Escusado é dizer que isto não era verdade, mas o critério histórico deles e o seu orgulho escolar pediam fosse.

Os outros doutores também achavam a Constituição monárquica absolutamente tola, porque, desde que ela fora promulgada, havia surgido um certo jurista alemão ou aparecido um novo remédio para erisipelas. A nova devia ser uma perfeição e trazer a felicidade de todos.

Reuniu-se, pois, a Constituinte com toda a solenidade. Vieram para ela, jovens poetas, ainda tresandando à grossa boêmia; vieram para ela, imponentes tenentes de artilharia, ainda cheirando aos "cadernos" da escola; vieram para ela, velhos possuidores de escravos, cheios de ódio ao antigo regime por haver libertado os que tinham; vieram para ela, bisonhos jornalistas da roça recheados de uma erudição à flor da pele, e também alguns dos seus colegas da capital, eivados do Lamartine, História dos girondinos, e entusiastas dos caudilhos das repúblicas espanholas da América. Era mais ou menos esse o pessoal de que se compunha a nova Constituinte.

Tinham entrado no ritual da nova República os banquetes pantagruélicos; e, nas vésperas da reunião, houve um de estrondo.

À sessão inaugural, prestou guarda de honra uma brigada; mas, bem contando, era unicamente um batalhão.

Quando saíram os constituintes, Z., um deles, perguntava de si para si:

— Que vou propor eu?

H. excogitava:

— Devo ser pelo divórcio? Esses padres...

B. meditava:

— Antes não me metesse nisto. O imperador pode voltar e é o diabo...

Quase todos, porém, consideravam com toda a convicção, com todo o acendramento, com um recolhimento religioso:

— Qual a Constituição que devemos imitar?

Em geral, eles esperavam ser escolhidos para a comissão dos vinte e um que tinha de redigir o projeto da futura lei básica, e era justo que tivessem semelhante preocupação absorvente:

— Qual a constituição que devemos imitar?

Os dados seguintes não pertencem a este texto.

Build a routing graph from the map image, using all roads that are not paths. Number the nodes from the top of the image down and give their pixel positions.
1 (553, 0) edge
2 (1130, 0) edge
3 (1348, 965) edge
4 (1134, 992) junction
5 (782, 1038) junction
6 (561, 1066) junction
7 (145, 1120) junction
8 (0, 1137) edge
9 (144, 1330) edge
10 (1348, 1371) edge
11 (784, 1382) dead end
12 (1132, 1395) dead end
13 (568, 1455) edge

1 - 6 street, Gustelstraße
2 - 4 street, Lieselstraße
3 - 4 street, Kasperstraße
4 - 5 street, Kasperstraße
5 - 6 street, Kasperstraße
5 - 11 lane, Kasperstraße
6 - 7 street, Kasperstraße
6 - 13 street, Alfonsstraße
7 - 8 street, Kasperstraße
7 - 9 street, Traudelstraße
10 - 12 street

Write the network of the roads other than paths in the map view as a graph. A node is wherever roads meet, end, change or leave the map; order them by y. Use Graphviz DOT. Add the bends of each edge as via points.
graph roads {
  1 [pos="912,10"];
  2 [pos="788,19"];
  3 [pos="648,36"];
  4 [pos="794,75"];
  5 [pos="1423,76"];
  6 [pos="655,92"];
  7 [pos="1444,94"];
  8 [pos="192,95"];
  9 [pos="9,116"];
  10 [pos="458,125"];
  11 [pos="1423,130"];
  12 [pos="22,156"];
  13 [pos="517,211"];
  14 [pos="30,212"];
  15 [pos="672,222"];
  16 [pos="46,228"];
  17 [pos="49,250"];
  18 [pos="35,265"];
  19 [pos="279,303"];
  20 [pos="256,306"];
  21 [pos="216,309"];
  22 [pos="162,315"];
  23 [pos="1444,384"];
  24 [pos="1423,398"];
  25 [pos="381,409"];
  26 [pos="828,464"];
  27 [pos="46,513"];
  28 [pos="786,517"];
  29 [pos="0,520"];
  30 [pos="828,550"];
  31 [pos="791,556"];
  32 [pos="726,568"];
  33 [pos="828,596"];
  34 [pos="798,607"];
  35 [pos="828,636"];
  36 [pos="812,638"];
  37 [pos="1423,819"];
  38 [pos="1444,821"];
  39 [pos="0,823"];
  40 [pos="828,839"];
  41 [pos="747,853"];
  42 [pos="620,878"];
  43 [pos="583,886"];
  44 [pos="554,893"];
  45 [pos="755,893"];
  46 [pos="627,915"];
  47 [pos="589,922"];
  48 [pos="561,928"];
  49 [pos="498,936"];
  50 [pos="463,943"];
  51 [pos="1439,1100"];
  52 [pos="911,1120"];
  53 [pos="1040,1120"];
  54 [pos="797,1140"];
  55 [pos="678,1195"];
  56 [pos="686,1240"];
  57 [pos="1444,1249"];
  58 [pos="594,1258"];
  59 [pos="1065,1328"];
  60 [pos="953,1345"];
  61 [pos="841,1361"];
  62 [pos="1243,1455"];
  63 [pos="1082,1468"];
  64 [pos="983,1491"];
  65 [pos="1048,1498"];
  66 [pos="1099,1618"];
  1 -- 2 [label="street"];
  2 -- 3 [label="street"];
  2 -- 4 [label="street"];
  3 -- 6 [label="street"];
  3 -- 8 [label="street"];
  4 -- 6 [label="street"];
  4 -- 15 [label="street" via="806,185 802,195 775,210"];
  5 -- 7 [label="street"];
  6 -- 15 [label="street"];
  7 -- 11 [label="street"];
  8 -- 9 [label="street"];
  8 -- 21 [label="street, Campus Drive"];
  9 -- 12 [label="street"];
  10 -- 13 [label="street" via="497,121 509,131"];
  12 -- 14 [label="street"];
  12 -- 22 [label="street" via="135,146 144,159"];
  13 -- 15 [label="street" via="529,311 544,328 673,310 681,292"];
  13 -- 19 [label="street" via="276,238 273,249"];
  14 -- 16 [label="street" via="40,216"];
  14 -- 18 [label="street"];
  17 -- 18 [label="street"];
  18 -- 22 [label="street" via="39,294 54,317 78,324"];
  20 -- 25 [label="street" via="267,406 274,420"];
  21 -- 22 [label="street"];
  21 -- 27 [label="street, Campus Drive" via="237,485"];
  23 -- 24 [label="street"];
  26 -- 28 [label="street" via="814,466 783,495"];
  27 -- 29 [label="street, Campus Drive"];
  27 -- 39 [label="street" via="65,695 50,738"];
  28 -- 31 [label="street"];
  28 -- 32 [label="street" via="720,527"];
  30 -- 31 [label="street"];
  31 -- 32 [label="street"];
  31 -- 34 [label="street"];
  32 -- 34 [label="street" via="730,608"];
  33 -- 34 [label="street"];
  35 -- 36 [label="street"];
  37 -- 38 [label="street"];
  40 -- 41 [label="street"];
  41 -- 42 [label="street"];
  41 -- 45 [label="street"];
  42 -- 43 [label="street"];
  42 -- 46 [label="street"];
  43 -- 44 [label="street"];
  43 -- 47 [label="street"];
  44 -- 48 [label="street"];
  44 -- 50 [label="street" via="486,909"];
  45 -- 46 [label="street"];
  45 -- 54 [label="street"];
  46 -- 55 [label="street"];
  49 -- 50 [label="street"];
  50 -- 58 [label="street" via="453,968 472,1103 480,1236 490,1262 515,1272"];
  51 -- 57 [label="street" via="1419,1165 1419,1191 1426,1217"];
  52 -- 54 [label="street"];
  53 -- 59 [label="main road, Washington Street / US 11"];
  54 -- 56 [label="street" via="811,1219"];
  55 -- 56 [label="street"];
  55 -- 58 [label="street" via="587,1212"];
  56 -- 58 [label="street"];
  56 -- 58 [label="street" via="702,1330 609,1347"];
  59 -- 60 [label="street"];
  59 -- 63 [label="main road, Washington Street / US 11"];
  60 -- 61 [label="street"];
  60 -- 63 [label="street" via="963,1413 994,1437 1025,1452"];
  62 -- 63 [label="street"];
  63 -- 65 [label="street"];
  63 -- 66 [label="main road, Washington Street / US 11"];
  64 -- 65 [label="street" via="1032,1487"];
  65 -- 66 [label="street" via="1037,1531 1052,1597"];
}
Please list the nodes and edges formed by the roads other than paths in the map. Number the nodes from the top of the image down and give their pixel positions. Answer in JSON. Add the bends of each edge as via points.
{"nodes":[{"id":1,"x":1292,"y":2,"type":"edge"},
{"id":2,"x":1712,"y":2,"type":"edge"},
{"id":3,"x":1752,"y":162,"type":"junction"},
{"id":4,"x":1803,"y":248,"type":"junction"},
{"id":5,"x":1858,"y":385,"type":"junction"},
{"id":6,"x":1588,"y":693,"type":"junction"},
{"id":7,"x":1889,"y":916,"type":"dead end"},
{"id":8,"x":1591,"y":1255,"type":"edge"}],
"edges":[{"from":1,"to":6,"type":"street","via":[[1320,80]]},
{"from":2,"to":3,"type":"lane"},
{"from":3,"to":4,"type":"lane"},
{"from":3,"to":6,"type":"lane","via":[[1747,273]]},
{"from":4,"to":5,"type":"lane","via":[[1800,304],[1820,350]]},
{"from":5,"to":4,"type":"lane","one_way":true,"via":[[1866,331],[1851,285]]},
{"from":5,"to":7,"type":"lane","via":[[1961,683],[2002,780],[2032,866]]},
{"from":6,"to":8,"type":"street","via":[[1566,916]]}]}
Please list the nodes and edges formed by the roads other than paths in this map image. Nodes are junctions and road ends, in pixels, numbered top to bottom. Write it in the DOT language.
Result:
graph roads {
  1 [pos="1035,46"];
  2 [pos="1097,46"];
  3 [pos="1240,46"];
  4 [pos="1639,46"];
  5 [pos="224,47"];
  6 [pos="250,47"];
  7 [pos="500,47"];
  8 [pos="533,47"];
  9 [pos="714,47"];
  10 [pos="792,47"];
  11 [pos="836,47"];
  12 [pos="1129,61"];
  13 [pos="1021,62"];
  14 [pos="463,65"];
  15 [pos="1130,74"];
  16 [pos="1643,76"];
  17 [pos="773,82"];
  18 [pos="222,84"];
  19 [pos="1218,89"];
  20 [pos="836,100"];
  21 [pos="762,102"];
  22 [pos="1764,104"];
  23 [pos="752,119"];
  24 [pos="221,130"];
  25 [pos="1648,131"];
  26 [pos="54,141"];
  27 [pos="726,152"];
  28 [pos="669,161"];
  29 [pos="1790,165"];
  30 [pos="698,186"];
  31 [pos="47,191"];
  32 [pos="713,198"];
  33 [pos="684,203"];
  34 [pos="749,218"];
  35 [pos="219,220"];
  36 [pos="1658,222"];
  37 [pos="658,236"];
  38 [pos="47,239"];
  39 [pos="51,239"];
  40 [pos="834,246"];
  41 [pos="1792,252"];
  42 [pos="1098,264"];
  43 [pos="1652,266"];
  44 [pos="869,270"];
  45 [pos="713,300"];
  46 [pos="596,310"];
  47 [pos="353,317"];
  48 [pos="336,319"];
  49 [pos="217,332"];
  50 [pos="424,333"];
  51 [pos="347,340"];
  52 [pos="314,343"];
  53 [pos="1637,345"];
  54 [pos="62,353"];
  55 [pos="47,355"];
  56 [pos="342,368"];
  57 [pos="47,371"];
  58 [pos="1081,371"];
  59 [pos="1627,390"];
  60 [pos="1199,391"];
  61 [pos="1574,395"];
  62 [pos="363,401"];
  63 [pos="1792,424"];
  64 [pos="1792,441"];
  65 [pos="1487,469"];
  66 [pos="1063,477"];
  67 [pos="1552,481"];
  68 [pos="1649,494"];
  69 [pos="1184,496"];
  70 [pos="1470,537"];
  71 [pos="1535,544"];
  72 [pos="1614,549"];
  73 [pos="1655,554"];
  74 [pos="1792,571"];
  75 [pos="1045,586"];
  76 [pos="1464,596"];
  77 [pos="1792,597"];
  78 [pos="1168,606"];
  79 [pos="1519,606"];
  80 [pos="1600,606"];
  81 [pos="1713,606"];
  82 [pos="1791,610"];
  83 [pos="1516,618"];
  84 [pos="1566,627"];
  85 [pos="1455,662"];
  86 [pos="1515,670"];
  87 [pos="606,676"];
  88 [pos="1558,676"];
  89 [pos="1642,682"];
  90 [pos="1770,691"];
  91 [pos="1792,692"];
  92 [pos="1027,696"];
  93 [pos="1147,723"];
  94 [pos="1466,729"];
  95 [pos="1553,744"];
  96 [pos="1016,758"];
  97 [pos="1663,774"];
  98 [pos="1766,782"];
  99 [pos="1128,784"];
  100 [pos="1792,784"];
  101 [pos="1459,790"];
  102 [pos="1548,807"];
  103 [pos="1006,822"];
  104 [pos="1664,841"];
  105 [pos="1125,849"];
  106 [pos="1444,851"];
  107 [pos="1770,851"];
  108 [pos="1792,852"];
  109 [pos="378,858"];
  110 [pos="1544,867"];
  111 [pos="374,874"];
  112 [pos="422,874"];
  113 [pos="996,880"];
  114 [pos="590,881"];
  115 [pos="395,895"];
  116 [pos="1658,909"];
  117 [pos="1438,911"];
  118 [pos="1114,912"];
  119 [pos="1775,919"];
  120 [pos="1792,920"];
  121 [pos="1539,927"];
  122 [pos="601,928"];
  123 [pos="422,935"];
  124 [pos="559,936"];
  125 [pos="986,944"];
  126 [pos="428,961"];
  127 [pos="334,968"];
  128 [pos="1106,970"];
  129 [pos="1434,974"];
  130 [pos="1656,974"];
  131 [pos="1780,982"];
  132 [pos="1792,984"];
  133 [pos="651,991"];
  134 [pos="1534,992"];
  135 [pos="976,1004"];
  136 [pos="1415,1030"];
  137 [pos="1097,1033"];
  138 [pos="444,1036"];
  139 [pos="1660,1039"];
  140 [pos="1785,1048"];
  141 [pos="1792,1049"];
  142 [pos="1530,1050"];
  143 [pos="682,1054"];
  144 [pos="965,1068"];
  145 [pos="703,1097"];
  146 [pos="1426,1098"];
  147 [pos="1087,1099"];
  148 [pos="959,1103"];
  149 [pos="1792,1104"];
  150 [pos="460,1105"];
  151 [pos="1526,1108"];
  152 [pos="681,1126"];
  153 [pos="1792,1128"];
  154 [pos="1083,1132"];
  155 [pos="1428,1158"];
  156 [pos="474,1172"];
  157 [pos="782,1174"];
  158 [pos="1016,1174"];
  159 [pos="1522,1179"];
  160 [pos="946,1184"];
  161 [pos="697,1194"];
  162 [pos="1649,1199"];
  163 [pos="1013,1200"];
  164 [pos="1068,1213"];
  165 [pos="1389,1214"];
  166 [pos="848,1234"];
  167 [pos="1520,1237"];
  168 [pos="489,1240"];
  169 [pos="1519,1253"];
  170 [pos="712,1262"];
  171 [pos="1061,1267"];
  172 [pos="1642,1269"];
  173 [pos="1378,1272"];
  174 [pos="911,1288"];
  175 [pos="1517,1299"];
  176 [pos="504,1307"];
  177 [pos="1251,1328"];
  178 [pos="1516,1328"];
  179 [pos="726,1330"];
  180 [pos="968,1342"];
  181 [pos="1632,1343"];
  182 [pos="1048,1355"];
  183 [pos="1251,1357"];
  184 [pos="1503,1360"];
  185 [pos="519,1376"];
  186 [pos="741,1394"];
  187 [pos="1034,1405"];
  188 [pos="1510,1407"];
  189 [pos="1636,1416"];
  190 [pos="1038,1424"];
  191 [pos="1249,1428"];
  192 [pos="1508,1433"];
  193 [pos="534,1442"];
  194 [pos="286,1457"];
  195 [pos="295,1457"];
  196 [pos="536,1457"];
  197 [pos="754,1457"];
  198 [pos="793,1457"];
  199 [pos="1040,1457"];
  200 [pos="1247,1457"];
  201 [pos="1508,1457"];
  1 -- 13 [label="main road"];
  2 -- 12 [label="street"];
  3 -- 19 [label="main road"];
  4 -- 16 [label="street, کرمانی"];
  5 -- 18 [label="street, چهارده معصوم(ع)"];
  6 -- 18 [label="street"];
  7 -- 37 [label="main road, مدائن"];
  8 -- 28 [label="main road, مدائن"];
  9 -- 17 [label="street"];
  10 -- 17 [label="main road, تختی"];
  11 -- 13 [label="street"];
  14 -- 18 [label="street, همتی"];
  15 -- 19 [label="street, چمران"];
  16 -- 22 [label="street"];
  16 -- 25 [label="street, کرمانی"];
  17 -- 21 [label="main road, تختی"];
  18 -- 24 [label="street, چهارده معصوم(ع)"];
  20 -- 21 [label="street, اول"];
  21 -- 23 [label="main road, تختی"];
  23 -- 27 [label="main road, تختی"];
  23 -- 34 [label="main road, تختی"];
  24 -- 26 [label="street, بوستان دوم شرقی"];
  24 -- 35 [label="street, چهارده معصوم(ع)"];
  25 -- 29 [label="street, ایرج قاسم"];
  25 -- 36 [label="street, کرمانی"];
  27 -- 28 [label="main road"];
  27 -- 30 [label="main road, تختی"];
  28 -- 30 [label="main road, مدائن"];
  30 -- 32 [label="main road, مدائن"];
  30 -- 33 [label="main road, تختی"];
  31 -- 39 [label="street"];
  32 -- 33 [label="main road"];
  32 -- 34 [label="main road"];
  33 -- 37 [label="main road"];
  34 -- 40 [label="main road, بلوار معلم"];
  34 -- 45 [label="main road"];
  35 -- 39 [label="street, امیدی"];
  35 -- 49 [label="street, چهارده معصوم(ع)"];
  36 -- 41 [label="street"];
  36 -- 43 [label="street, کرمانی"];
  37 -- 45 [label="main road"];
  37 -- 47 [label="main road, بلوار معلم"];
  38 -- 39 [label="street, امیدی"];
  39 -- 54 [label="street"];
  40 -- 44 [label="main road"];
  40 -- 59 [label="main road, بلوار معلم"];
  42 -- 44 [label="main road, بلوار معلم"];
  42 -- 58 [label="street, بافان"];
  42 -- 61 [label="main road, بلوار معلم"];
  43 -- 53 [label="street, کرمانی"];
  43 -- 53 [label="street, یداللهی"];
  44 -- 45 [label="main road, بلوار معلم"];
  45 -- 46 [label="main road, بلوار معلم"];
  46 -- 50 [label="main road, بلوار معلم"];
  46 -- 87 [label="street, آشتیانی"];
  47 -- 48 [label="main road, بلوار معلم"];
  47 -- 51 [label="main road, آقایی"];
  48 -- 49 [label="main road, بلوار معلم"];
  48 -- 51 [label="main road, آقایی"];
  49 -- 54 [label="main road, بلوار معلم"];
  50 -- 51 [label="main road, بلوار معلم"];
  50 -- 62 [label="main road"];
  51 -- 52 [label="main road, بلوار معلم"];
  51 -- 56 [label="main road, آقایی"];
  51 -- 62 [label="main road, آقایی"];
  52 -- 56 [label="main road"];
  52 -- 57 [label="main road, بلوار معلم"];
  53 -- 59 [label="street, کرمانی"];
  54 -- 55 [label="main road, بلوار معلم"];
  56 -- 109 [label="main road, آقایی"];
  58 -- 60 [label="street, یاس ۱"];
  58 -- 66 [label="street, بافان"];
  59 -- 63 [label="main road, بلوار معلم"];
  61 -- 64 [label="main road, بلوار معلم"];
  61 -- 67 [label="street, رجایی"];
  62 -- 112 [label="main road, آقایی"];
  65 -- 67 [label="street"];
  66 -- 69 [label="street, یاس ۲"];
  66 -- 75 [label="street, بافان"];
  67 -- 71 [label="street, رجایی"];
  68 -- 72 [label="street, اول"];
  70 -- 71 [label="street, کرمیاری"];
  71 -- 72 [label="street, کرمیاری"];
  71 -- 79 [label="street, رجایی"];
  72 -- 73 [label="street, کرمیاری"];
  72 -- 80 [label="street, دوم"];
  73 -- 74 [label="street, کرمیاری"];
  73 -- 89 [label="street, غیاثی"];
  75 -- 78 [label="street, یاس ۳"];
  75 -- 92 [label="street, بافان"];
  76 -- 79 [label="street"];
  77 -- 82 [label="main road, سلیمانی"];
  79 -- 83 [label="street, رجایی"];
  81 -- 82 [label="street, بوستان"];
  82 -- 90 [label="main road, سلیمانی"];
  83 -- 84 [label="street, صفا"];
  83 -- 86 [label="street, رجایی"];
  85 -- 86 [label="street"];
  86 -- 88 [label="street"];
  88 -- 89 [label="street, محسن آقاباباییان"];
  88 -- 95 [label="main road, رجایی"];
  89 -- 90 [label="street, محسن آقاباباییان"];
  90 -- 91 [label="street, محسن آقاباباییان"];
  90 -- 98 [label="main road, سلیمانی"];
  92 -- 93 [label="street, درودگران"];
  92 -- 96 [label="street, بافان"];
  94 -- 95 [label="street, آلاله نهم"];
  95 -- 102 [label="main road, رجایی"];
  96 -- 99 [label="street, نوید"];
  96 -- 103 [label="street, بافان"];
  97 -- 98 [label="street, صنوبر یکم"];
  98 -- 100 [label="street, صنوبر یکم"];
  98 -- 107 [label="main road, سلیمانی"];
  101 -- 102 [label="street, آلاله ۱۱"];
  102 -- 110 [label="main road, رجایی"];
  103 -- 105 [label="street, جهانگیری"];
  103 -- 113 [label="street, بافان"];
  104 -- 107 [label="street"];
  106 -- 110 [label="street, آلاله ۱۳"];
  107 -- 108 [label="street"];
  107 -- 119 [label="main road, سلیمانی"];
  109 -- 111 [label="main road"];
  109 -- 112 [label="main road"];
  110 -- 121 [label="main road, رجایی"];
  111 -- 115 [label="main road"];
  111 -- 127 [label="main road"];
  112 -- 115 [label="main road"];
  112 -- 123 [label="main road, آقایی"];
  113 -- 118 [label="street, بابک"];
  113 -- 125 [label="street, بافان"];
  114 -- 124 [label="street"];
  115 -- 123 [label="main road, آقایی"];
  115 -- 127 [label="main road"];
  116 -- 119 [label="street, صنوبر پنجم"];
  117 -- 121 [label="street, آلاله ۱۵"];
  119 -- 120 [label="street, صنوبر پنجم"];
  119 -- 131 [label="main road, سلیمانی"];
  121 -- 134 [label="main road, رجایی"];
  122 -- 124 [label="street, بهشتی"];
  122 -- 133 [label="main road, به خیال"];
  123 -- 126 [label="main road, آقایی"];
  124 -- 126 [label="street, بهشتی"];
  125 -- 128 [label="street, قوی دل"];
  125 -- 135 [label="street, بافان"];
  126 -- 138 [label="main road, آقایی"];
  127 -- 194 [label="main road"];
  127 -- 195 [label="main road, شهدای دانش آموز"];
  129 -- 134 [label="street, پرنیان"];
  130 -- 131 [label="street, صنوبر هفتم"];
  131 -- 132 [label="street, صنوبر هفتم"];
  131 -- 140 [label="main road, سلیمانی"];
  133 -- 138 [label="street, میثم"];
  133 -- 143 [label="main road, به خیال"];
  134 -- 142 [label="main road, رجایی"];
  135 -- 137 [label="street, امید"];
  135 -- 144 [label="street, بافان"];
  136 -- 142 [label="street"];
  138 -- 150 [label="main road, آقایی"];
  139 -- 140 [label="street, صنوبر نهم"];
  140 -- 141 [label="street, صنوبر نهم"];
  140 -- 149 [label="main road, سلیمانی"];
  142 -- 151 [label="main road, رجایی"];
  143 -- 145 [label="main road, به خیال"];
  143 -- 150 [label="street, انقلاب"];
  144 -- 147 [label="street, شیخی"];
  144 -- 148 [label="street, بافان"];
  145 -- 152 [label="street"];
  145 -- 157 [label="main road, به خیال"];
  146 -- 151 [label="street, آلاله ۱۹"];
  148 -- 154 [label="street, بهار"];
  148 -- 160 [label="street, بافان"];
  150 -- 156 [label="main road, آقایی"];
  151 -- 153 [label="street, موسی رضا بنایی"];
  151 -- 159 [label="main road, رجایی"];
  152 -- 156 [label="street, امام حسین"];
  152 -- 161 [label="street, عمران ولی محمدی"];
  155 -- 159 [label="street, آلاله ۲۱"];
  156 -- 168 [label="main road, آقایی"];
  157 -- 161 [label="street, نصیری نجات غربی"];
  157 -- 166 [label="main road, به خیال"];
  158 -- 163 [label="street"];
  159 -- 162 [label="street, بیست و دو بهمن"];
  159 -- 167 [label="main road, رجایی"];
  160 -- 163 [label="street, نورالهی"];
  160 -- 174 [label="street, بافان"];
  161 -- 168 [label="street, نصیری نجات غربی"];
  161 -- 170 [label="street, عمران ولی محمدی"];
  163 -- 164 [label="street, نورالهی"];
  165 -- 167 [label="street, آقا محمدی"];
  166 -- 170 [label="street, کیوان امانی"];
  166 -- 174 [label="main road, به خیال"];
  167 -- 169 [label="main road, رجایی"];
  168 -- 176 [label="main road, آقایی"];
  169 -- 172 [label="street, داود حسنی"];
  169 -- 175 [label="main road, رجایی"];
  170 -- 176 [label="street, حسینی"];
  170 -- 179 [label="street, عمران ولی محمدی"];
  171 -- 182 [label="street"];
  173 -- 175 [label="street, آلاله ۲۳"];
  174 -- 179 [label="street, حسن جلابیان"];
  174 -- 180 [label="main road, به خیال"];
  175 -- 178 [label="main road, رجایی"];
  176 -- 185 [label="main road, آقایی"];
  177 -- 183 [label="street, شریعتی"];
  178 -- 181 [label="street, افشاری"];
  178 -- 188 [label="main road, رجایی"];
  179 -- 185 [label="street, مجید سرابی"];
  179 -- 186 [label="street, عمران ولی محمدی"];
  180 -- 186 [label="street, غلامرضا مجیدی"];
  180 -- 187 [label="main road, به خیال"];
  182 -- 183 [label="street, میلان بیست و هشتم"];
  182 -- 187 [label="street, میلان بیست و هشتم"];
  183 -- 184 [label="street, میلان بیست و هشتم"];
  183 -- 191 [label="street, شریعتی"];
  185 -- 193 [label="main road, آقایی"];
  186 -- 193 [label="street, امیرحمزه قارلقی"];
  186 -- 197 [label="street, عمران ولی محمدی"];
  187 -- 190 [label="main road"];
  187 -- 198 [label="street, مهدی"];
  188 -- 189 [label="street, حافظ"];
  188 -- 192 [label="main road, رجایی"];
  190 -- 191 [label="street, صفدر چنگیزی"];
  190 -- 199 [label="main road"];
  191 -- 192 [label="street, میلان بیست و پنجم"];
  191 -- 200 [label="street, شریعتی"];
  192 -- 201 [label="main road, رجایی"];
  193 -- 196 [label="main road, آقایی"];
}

Votado o regimento interno da grande assembléia e tomadas todas as outras disposições secundárias, a comissão dos vinte e um membros, encarregada de redigir o projeto, foi escolhida; e, em reunião, houve entre os seus membros caloroso debate a respeito de quem deveria ser o relator ou os relatores.

Escolheram, afinal, três sumidades: Felício, Gracindo e Pelino, todos eles — ben— qualquer cousa.

O resto pôs-se a descansar e os três, em sala separada, no dia seguinte, juntaram-se e trataram dos moldes em que devia ser elaborada a nova Magna Carta.

Pelino foi de parecer que a constituição futura devia ser vazada no cadinho em que fora a do país dos Houyhhnnms.

— É um país de cavalos! exclamou Gracindo.

— Que tem isto? retrucou Pelino. Nós somos bastante parecidos com eles.

— Não, não queremos, objetaram os dois outros.

— Então, como vai ser? perguntou Pelino. Se não querem à moda dos cavalos, não podemos achar outro modelo, pois o país dos camelos não tem constituição.